TASK TO CARRY OUT: Where a line below contains "edge", count it. Reply with the total only.

ENTRIES SUPPLIED:
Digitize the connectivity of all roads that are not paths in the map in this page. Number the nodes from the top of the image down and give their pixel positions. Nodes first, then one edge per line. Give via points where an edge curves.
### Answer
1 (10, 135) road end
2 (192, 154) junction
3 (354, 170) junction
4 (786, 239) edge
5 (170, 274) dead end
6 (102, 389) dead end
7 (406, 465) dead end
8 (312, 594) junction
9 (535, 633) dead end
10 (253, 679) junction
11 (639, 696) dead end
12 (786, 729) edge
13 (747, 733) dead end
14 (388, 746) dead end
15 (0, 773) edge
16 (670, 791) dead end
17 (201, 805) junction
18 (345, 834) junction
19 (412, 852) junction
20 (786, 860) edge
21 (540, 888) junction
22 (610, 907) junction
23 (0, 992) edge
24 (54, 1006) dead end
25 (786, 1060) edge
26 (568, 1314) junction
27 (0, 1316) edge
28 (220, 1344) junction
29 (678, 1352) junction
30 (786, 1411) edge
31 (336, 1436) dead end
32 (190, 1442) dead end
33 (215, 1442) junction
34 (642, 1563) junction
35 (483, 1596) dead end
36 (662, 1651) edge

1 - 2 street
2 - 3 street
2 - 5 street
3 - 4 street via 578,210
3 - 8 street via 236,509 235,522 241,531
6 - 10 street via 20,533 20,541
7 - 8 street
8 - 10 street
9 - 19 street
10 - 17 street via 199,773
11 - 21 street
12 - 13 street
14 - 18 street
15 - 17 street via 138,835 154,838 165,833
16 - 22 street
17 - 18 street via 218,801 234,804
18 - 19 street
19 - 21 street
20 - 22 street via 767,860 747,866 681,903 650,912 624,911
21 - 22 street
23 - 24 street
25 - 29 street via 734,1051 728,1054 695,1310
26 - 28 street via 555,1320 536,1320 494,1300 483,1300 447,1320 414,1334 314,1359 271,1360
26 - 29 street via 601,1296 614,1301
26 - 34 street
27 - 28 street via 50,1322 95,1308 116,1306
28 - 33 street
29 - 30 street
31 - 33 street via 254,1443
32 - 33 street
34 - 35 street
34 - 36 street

TASK OUTPUT: 10